The Act of Settlement, 1701 |
So, I’ve been reading an introductory casebook on Canadian public law, entitled Public Law: Cases, Materials, and Commentary (Toronto: Emond Montgomery, 2011). Don’t ask me why; I’m not exactly sure myself. In part, I suppose it’s because I realize that I now know more about American constitutional law than I do about Canadian, which I say with some degree of shame, since Canada is my home and native land. But it has actually ended up being an engrossing read so far. In particular, I’m finding interesting the intellectual blind spots of respected jurists, and the rubbish that consequently makes it into the textbooks they write. (Of course, to be fair, experts from every discipline will invariably display peculiar blind spots, so it’s not just a jurisprudential shortcoming.)
Here is an example. It comes in the context of a discussion of the famous (in Canada at least) “persons” case of Edwards v. AG Canada [1930] AC 124 in which s. 24 of the British North America Act (1867) empowered the Governor General to appoint “qualified persons” to the Senate. Now the question that came up in this case was whether or not the BNA Act, one of the most fundamental of this nation’s constitutional documents, intended “persons” to include women. In 1930 Canada didn’t have a Supreme Court per se. Rather, the Privy Council back in London decided matters of fundamental justice on our behalf (one of many reasons why I find it amusing that 1867 is considered Canada’s national independence year). Luckily, in this case the Privy Council was wiser than any of the lower courts in Canada, for it found that women are indeed persons, and are thus eligible to sit in the Senate.

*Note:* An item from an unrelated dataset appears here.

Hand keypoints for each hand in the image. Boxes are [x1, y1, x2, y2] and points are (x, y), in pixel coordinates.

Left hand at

The editors of Public Law pronounced this a triumph. No doubt it was a step forward, but it was hardly a basis for them to trumpet that “while gender discrimination is no longer part of the Canadian Constitution, the appointments process [to the Senate] continues to fuel substantial controversy” (p. 155). For the sad fact is, the ultimate constitutional source of all legislation in this “country” is the British Crown. And the even sadder fact is, no woman can be the representative of that Crown so long as she has a brother with a pulse, even if that brother is a mere babe in arms. For some reason, the editors of the text allowed this plain fact to slip their minds.

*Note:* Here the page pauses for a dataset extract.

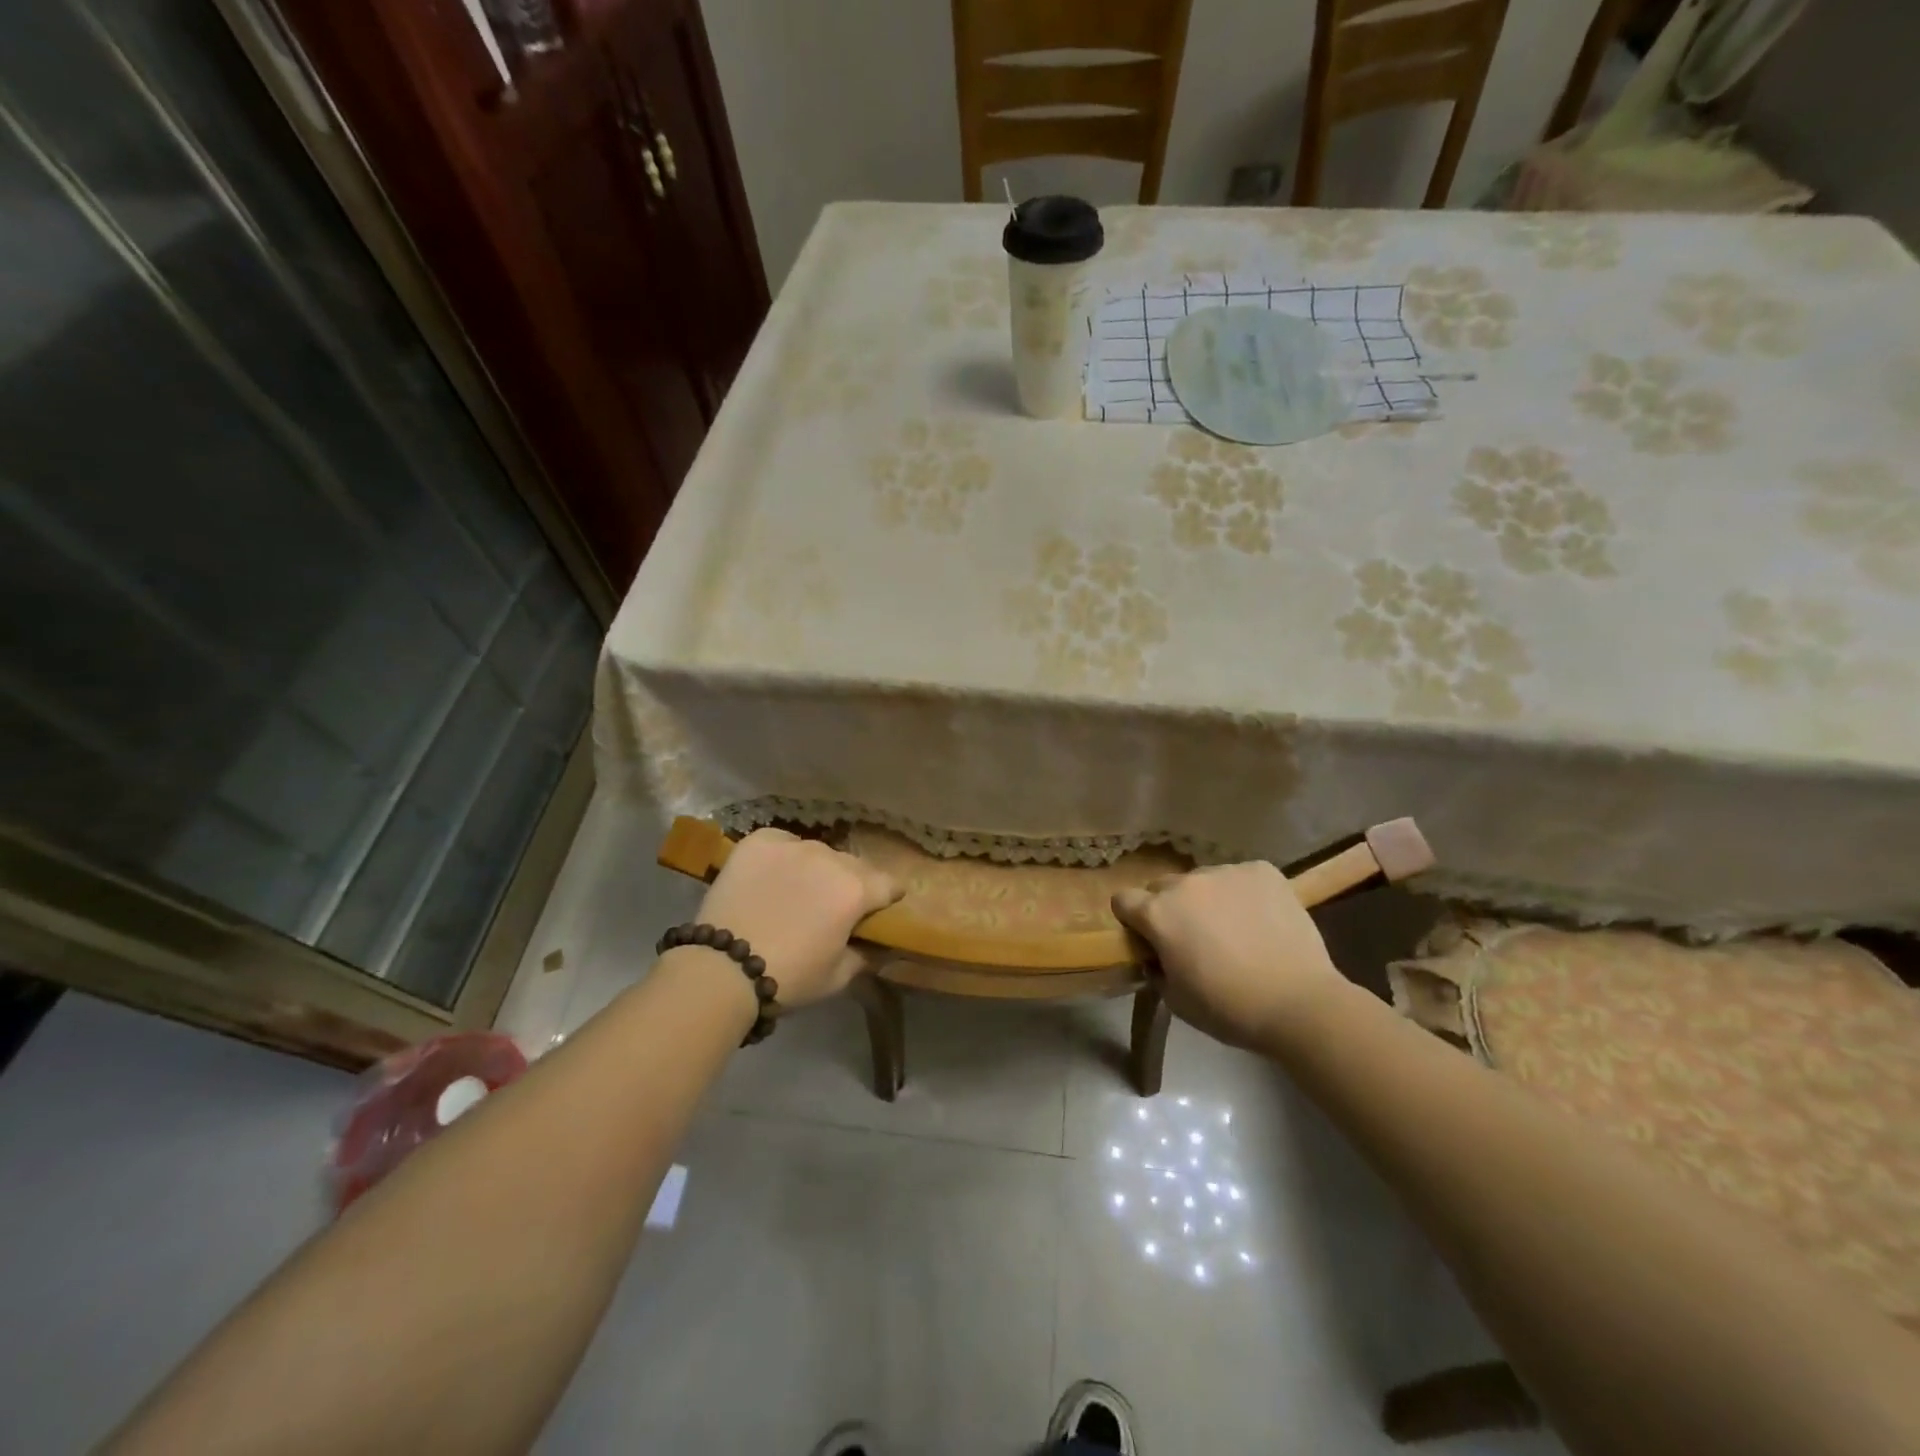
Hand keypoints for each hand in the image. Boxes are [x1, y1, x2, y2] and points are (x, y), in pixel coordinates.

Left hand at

It also slipped their minds at another place, while they were discussing the Act of Settlement (1701): “This venerable statute bars Catholics from assuming the Crown, and even precludes the monarch from marrying a Roman Catholic. Furthermore, the monarch must be in communion with the Church of England. The Act’s dictates are clearly discriminatory, viewed from the optic of modern human rights law” (p. 150). The term “venerable” was obviously used with a sense of the utmost irony, and they rightly deplore such a discriminatory piece of legislation, which is still of force and effect as I write. But again, nary a mention of the fact that it discriminates against women. The editors, it seems, are more concerned about the rights of Papists than of the fair sex.
Public Law was put together by a team of seven editors, only one of whom is a woman, and so perhaps this partly explains the text’s gender blind spot. But the discussion of the Act of Settlement is illustrative of a blind spot that is shared by many in Canadian society. Allow me to explain what I mean.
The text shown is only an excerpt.